The United States legation to the Ottoman Empire began leasing the Palazzo Corpi from the Corpi family in 1882. The structure was purchased outright by John George Alexander Leishman in 1907, who was at the time the United States Ambassador to Turkey. Leishman bought the palazzo using 28,000 liras of his own money on the assumption that he would be reimbursed for his expenditure. However, the United States government refused to compensate Leishman for the property, considering the purchase to be a personal expense. In response, Leishman invited a number of members of Congress to a party at which a poker game was played. While playing one hand of poker, Leishman bet some of his competitors that, if he won, the government would reimburse him for his acquisition of the Palazzo Corpi. Leishman won, and the United States government reimbursed Leishman, and in doing so officially acquired the Palazzo Corpi as its embassy in Turkey. In the words of Thomas J. Carolan, Jr. of the American Foreign Service Association, "Palazzo Corpi thereby acquired the unique distinction of being the first and only U.S. diplomatic premises to be won in a poker game." In addition to becoming an administrative hub, the palazzo also became the official residence of the United States ambassador to the Ottoman Empire. In 1908 a wing of the building was converted into offices for the chancery.

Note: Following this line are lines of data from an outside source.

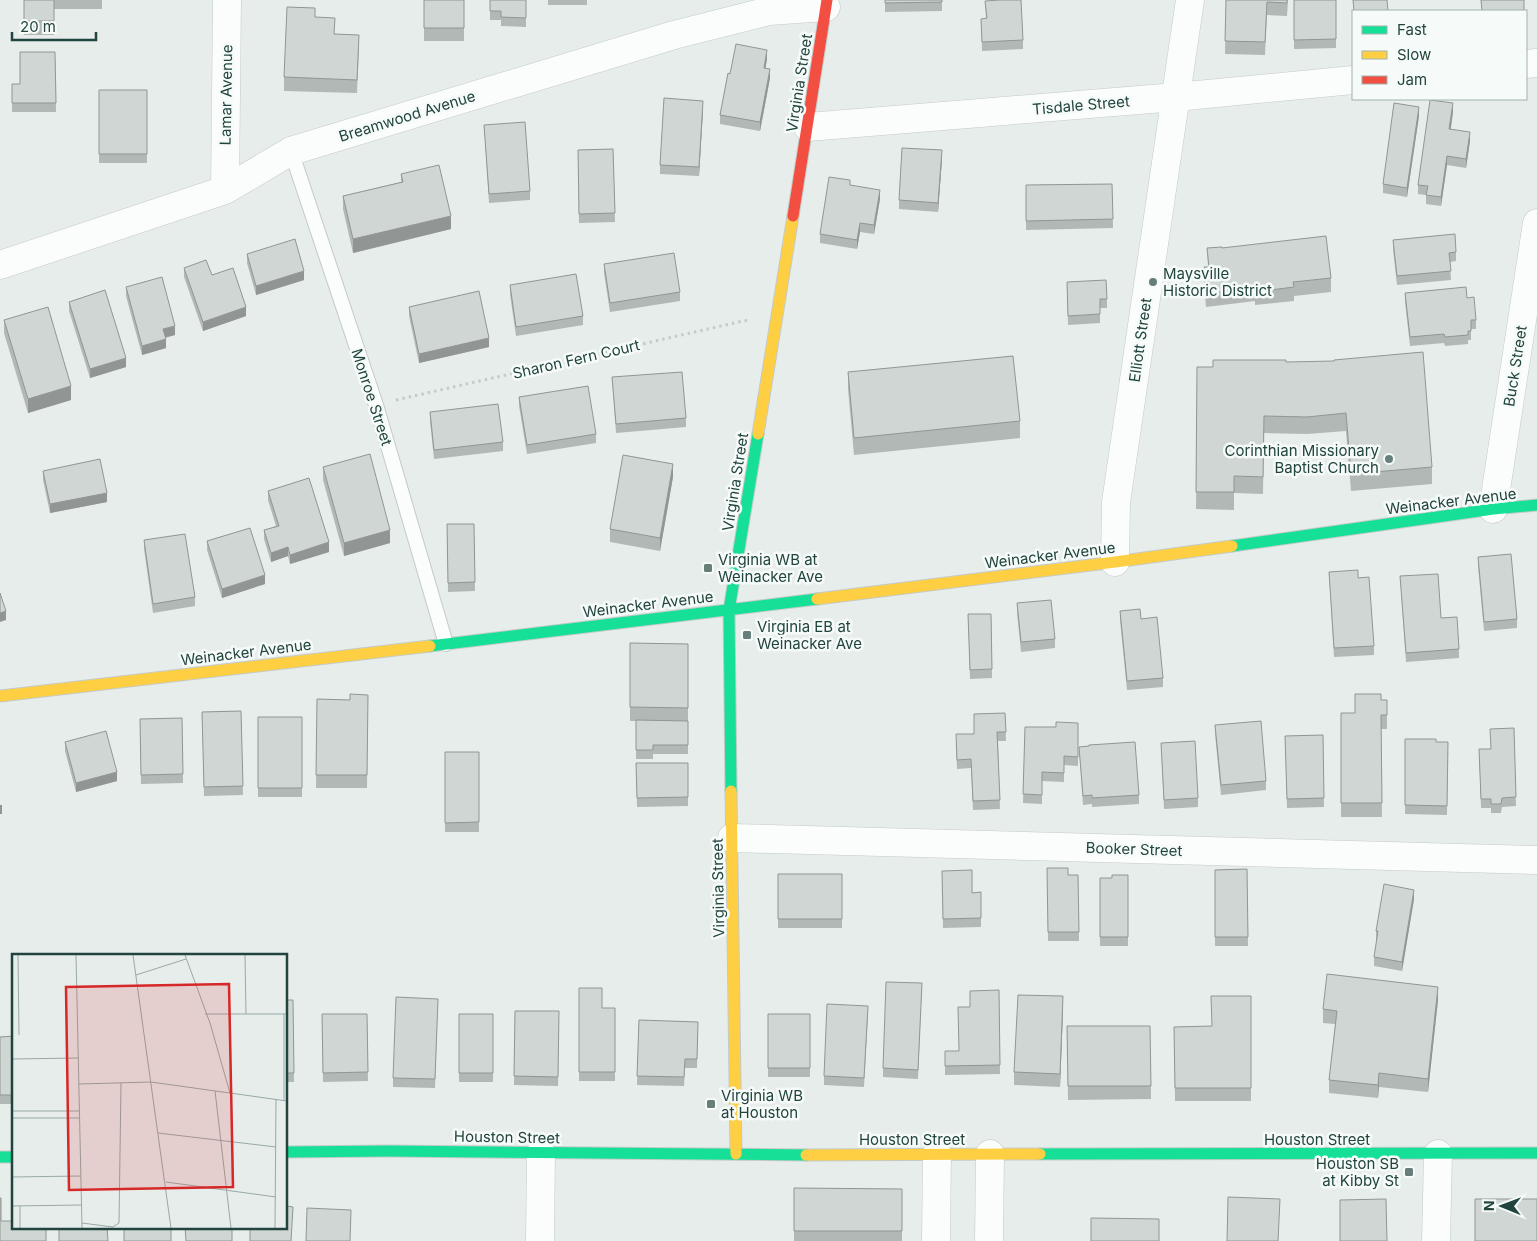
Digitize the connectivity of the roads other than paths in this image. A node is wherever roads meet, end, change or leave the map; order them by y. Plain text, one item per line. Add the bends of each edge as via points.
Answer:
1 (227, 0) edge
2 (1190, 0) edge
3 (826, 3) edge
4 (1352, 80) edge
5 (1176, 97) junction
6 (808, 127) junction
7 (291, 151) junction
8 (225, 190) junction
9 (1537, 222) edge
10 (0, 265) edge
11 (1537, 505) edge
12 (1493, 510) junction
13 (1115, 562) junction
14 (729, 610) junction
15 (446, 644) junction
16 (0, 696) edge
17 (732, 838) junction
18 (1537, 860) edge
19 (288, 1152) edge
20 (541, 1153) junction
21 (1537, 1153) edge
22 (736, 1154) junction
23 (937, 1154) junction
24 (990, 1154) junction
25 (1438, 1154) junction
26 (540, 1241) edge
27 (936, 1241) edge
28 (989, 1241) edge
29 (1436, 1241) edge

1 - 8 street, Lamar Avenue
2 - 5 street, Elliott Street
3 - 6 street, Virginia Street
3 - 7 street, Breamwood Avenue via 769,11 674,36
4 - 5 street, Tisdale Street
5 - 6 street, Tisdale Street
5 - 13 street, Elliott Street via 1116,502
6 - 14 street, Virginia Street
7 - 8 street, Breamwood Avenue
7 - 15 lane, Monroe Street via 376,405
8 - 10 street, Breamwood Avenue
9 - 12 street, Buck Street
11 - 12 street, Weinacker Avenue
12 - 13 street, Weinacker Avenue
13 - 14 street, Weinacker Avenue
14 - 15 street, Weinacker Avenue
14 - 17 street, Virginia Street
15 - 16 street, Weinacker Avenue
17 - 18 street, Booker Street
17 - 22 street, Virginia Street
19 - 20 street, Houston Street
20 - 22 street, Houston Street
20 - 26 street
21 - 25 street, Houston Street
22 - 23 street, Houston Street
23 - 24 street, Houston Street
23 - 27 street
24 - 25 street, Houston Street
24 - 28 street
25 - 29 street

Following the designation of Ankara as Turkey's capital in 1923, the United States began to transfer diplomatic facilities to the new capital. The embassy of the United States in Turkey was moved to Ankara in 1937, and the Palazzo Corpi became the U.S. Consulate General. The building continued in this role until 2003, when security risks prompted the consulate to move its location. In 2004 the Hollings Center was founded with the intent to foster dialogue between the United States and the nations of the Middle East. One of the goals of the organization is to maintain the Palazzo Corpi.

=== Current occupancy ===
In 2014 the United States agreed to lease the palazzo to Soho House, a hotel club. Soho House then refurbished parts of the building at a cost of $12 million. These renovations were finished in 2015, after which the Palazzo Corpi became a hotel and conference center. The building continues to house office space for the Hollings Center's operations in Turkey.

== Design ==

=== Exterior ===
The Palazzo Corpi was designed by Giacomo Leoni in the style of a neoclassical Italian palazzo.

=== Decoration ===
The palazzo is richly adorned with materials imported from Italy, such as marble flooring and facings from Carrara. The main hall of the residence is decorated with frescoes depicting figures from Greek and Roman mythology, as well as other classical figures. These frescoes were painted over when the building was renovated in 1937, but have since been restored.

=== As a hotel ===
As a hotel the Palazzo Corpi (in addition to adjacent buildings also leased by Soho House) features 87 rooms, two restaurants, a public space adjacent to the main building, and a bar.